• Collected data:
———

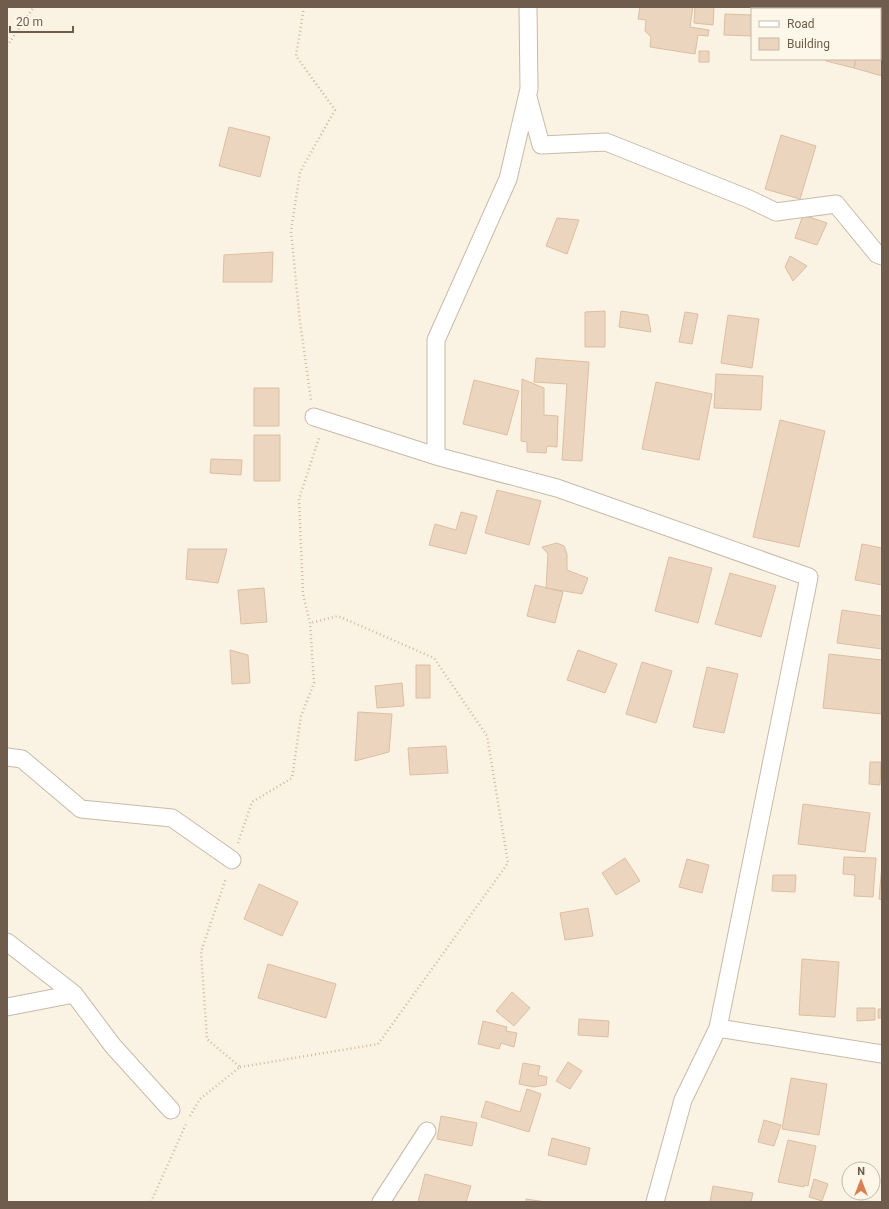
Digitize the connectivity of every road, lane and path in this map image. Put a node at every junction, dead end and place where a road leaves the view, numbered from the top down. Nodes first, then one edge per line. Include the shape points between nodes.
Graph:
1 (34, 7) edge
2 (304, 7) edge
3 (528, 7) edge
4 (7, 46) edge
5 (527, 95) junction
6 (882, 256) edge
7 (314, 417) junction
8 (436, 456) junction
9 (310, 623) junction
10 (7, 757) edge
11 (232, 860) junction
12 (7, 942) edge
13 (74, 994) junction
14 (7, 1006) edge
15 (718, 1028) junction
16 (882, 1054) edge
17 (240, 1067) junction
18 (171, 1110) dead end
19 (427, 1131) dead end
20 (151, 1202) edge
21 (381, 1202) edge
22 (655, 1202) edge

1 - 4 path
2 - 7 path via 296,56 335,110 300,172 291,231 300,322
3 - 5 street
5 - 6 street via 541,144 606,142 776,212 836,204 877,254
5 - 8 street via 508,179 436,340
7 - 8 street
7 - 9 path via 320,439 299,499 303,594
8 - 15 street via 557,488 809,577
9 - 11 path via 314,683 301,716 292,778 252,802
9 - 17 path via 338,616 434,658 487,736 508,863 378,1044
10 - 11 street via 22,759 81,809 172,818
11 - 17 path via 201,952 207,1039
12 - 13 street
13 - 14 street
13 - 18 street via 113,1046
15 - 16 street
15 - 22 street via 683,1100
17 - 20 path via 200,1099 179,1135
19 - 21 street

———

• Problem to work on: Exact copies of all the entries, without any pictures, are what the answer must contain.

• Finished task:
Digitize the connectivity of every road, lane and path in this map image. Put a node at every junction, dead end and place where a road leaves the view, numbered from the top down. Nodes first, then one edge per line. Include the shape points between nodes.
Graph:
1 (34, 7) edge
2 (304, 7) edge
3 (528, 7) edge
4 (7, 46) edge
5 (527, 95) junction
6 (882, 256) edge
7 (314, 417) junction
8 (436, 456) junction
9 (310, 623) junction
10 (7, 757) edge
11 (232, 860) junction
12 (7, 942) edge
13 (74, 994) junction
14 (7, 1006) edge
15 (718, 1028) junction
16 (882, 1054) edge
17 (240, 1067) junction
18 (171, 1110) dead end
19 (427, 1131) dead end
20 (151, 1202) edge
21 (381, 1202) edge
22 (655, 1202) edge

1 - 4 path
2 - 7 path via 296,56 335,110 300,172 291,231 300,322
3 - 5 street
5 - 6 street via 541,144 606,142 776,212 836,204 877,254
5 - 8 street via 508,179 436,340
7 - 8 street
7 - 9 path via 320,439 299,499 303,594
8 - 15 street via 557,488 809,577
9 - 11 path via 314,683 301,716 292,778 252,802
9 - 17 path via 338,616 434,658 487,736 508,863 378,1044
10 - 11 street via 22,759 81,809 172,818
11 - 17 path via 201,952 207,1039
12 - 13 street
13 - 14 street
13 - 18 street via 113,1046
15 - 16 street
15 - 22 street via 683,1100
17 - 20 path via 200,1099 179,1135
19 - 21 street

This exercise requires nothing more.